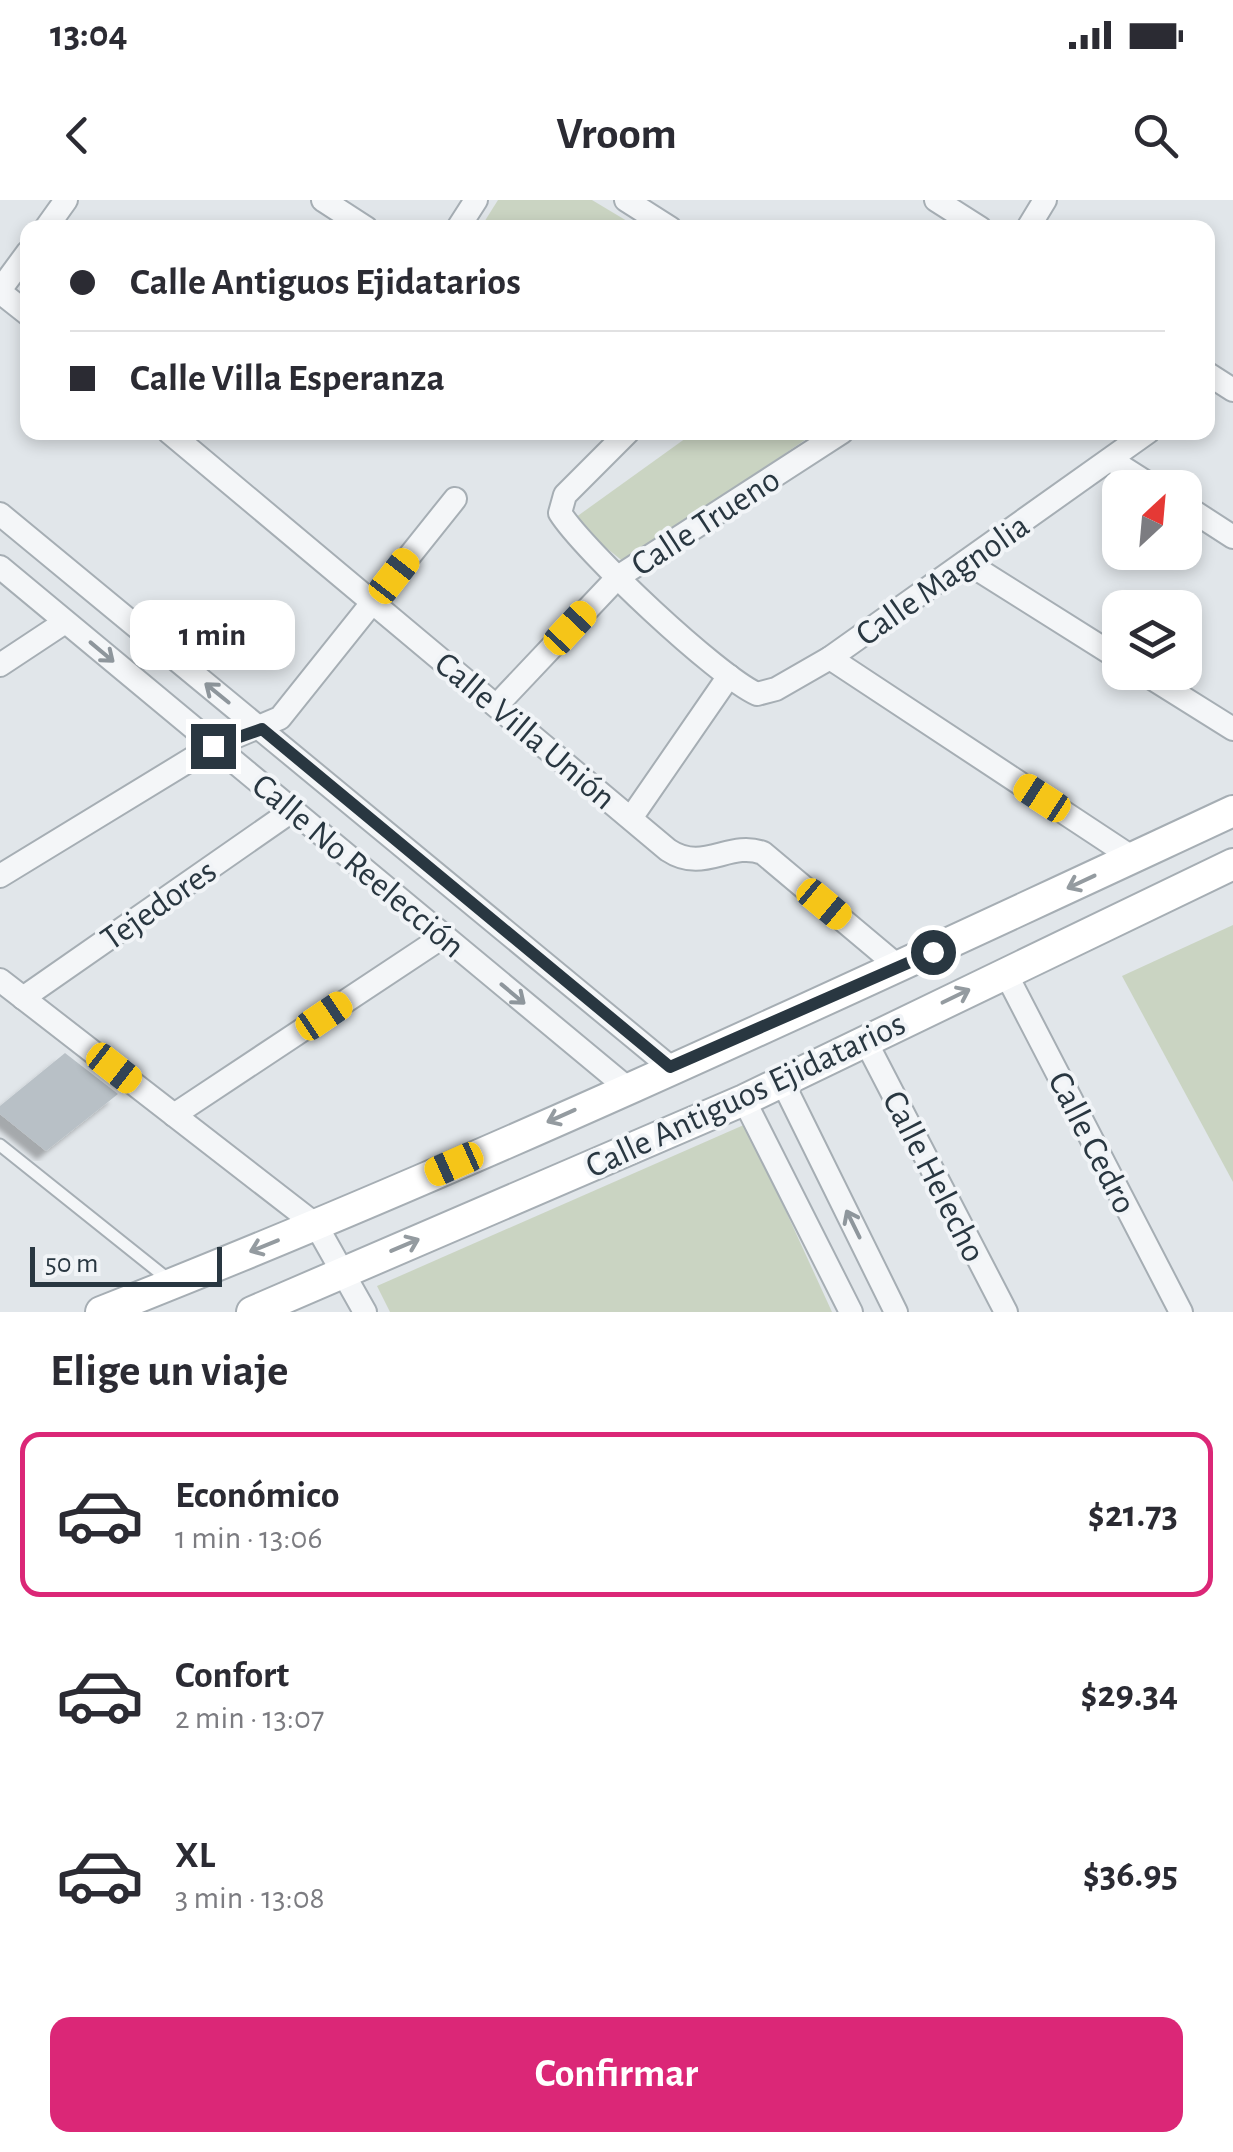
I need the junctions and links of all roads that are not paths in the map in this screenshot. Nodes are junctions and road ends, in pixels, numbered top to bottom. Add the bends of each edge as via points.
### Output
1 (323, 200) edge
2 (626, 200) edge
3 (936, 200) edge
4 (354, 220) edge
5 (657, 220) edge
6 (967, 220) edge
7 (20, 263) edge
8 (0, 291) edge
9 (20, 307) edge
10 (179, 440) edge
11 (620, 440) edge
12 (830, 440) edge
13 (1137, 440) edge
14 (1111, 460) junction
15 (1127, 470) edge
16 (455, 499) dead end
17 (0, 514) edge
18 (1202, 517) edge
19 (1233, 536) edge
20 (966, 562) junction
21 (0, 567) edge
22 (618, 577) junction
23 (373, 602) junction
24 (66, 622) junction
25 (1102, 648) edge
26 (830, 658) junction
27 (0, 665) edge
28 (728, 676) junction
29 (1171, 690) edge
30 (497, 706) junction
31 (262, 729) junction
32 (1233, 729) edge
33 (213, 746) junction
34 (292, 810) junction
35 (1233, 811) edge
36 (631, 818) junction
37 (1133, 858) junction
38 (1233, 864) edge
39 (0, 876) edge
40 (444, 936) junction
41 (900, 968) junction
42 (1005, 972) junction
43 (0, 980) edge
44 (24, 998) junction
45 (865, 1040) junction
46 (670, 1067) junction
47 (782, 1081) junction
48 (626, 1087) junction
49 (744, 1100) junction
50 (174, 1116) junction
51 (0, 1145) edge
52 (316, 1225) junction
53 (342, 1272) junction
54 (174, 1284) junction
55 (101, 1312) edge
56 (252, 1312) edge
57 (364, 1312) edge
58 (850, 1312) edge
59 (896, 1312) edge
60 (1006, 1312) edge
61 (1181, 1312) edge

1 - 4 street
2 - 5 street
3 - 6 street
7 - 8 street
8 - 9 street
10 - 23 street, Calle Villa Unión
11 - 22 street via 566,495 560,513
12 - 22 street, Calle Trueno
13 - 14 street, Calle Magnolia
14 - 15 street
14 - 20 street, Calle Magnolia
16 - 23 street
31 -> 17 street, Calle No Reelección
18 - 19 street
20 - 25 street
20 - 26 street, Calle Magnolia
21 - 24 street, Calle No Reelección
22 - 28 street
22 - 30 street, Calle Trueno
23 - 30 street, Calle Villa Unión
23 - 31 street via 295,702
24 - 27 street
24 -> 33 street, Calle No Reelección
26 - 28 street, Calle Magnolia via 765,694
26 - 37 street
28 - 36 street
29 - 32 street
30 - 36 street, Calle Villa Unión
31 - 33 street
31 - 46 street, Calle No Reelección
33 - 34 street, Calle No Reelección
33 - 39 street
34 - 40 street, Calle No Reelección
34 - 44 street, Tejedores
35 - 37 street, Calle Antiguos Ejidatarios
36 - 41 street, Calle Villa Unión via 691,861 753,849 763,853
37 -> 41 street, Calle Antiguos Ejidatarios
38 - 42 street, Calle Antiguos Ejidatarios
40 -> 48 street, Calle No Reelección
40 - 50 street
41 - 46 street, Calle Antiguos Ejidatarios
45 -> 42 street, Calle Antiguos Ejidatarios
42 - 61 street, Calle Cedro
43 - 44 street
44 - 50 street
45 - 47 street, Calle Antiguos Ejidatarios
45 - 60 street, Calle Helecho
46 - 48 street, Calle Antiguos Ejidatarios
47 - 49 street, Calle Antiguos Ejidatarios
59 -> 47 street
48 -> 52 street, Calle Antiguos Ejidatarios
53 -> 49 street, Calle Antiguos Ejidatarios
49 - 58 street
50 - 52 street
51 - 54 lane
52 - 53 street
52 -> 54 street, Calle Antiguos Ejidatarios
53 - 56 street, Calle Antiguos Ejidatarios
53 - 57 street
54 - 55 street, Calle Antiguos Ejidatarios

•••••

# Problem details
Your task is to transcribe all of the records precisely, with no images included.

# Solution
I need the junctions and links of all roads that are not paths in the map in this screenshot. Nodes are junctions and road ends, in pixels, numbered top to bottom. Add the bends of each edge as via points.
### Output
1 (323, 200) edge
2 (626, 200) edge
3 (936, 200) edge
4 (354, 220) edge
5 (657, 220) edge
6 (967, 220) edge
7 (20, 263) edge
8 (0, 291) edge
9 (20, 307) edge
10 (179, 440) edge
11 (620, 440) edge
12 (830, 440) edge
13 (1137, 440) edge
14 (1111, 460) junction
15 (1127, 470) edge
16 (455, 499) dead end
17 (0, 514) edge
18 (1202, 517) edge
19 (1233, 536) edge
20 (966, 562) junction
21 (0, 567) edge
22 (618, 577) junction
23 (373, 602) junction
24 (66, 622) junction
25 (1102, 648) edge
26 (830, 658) junction
27 (0, 665) edge
28 (728, 676) junction
29 (1171, 690) edge
30 (497, 706) junction
31 (262, 729) junction
32 (1233, 729) edge
33 (213, 746) junction
34 (292, 810) junction
35 (1233, 811) edge
36 (631, 818) junction
37 (1133, 858) junction
38 (1233, 864) edge
39 (0, 876) edge
40 (444, 936) junction
41 (900, 968) junction
42 (1005, 972) junction
43 (0, 980) edge
44 (24, 998) junction
45 (865, 1040) junction
46 (670, 1067) junction
47 (782, 1081) junction
48 (626, 1087) junction
49 (744, 1100) junction
50 (174, 1116) junction
51 (0, 1145) edge
52 (316, 1225) junction
53 (342, 1272) junction
54 (174, 1284) junction
55 (101, 1312) edge
56 (252, 1312) edge
57 (364, 1312) edge
58 (850, 1312) edge
59 (896, 1312) edge
60 (1006, 1312) edge
61 (1181, 1312) edge

1 - 4 street
2 - 5 street
3 - 6 street
7 - 8 street
8 - 9 street
10 - 23 street, Calle Villa Unión
11 - 22 street via 566,495 560,513
12 - 22 street, Calle Trueno
13 - 14 street, Calle Magnolia
14 - 15 street
14 - 20 street, Calle Magnolia
16 - 23 street
31 -> 17 street, Calle No Reelección
18 - 19 street
20 - 25 street
20 - 26 street, Calle Magnolia
21 - 24 street, Calle No Reelección
22 - 28 street
22 - 30 street, Calle Trueno
23 - 30 street, Calle Villa Unión
23 - 31 street via 295,702
24 - 27 street
24 -> 33 street, Calle No Reelección
26 - 28 street, Calle Magnolia via 765,694
26 - 37 street
28 - 36 street
29 - 32 street
30 - 36 street, Calle Villa Unión
31 - 33 street
31 - 46 street, Calle No Reelección
33 - 34 street, Calle No Reelección
33 - 39 street
34 - 40 street, Calle No Reelección
34 - 44 street, Tejedores
35 - 37 street, Calle Antiguos Ejidatarios
36 - 41 street, Calle Villa Unión via 691,861 753,849 763,853
37 -> 41 street, Calle Antiguos Ejidatarios
38 - 42 street, Calle Antiguos Ejidatarios
40 -> 48 street, Calle No Reelección
40 - 50 street
41 - 46 street, Calle Antiguos Ejidatarios
45 -> 42 street, Calle Antiguos Ejidatarios
42 - 61 street, Calle Cedro
43 - 44 street
44 - 50 street
45 - 47 street, Calle Antiguos Ejidatarios
45 - 60 street, Calle Helecho
46 - 48 street, Calle Antiguos Ejidatarios
47 - 49 street, Calle Antiguos Ejidatarios
59 -> 47 street
48 -> 52 street, Calle Antiguos Ejidatarios
53 -> 49 street, Calle Antiguos Ejidatarios
49 - 58 street
50 - 52 street
51 - 54 lane
52 - 53 street
52 -> 54 street, Calle Antiguos Ejidatarios
53 - 56 street, Calle Antiguos Ejidatarios
53 - 57 street
54 - 55 street, Calle Antiguos Ejidatarios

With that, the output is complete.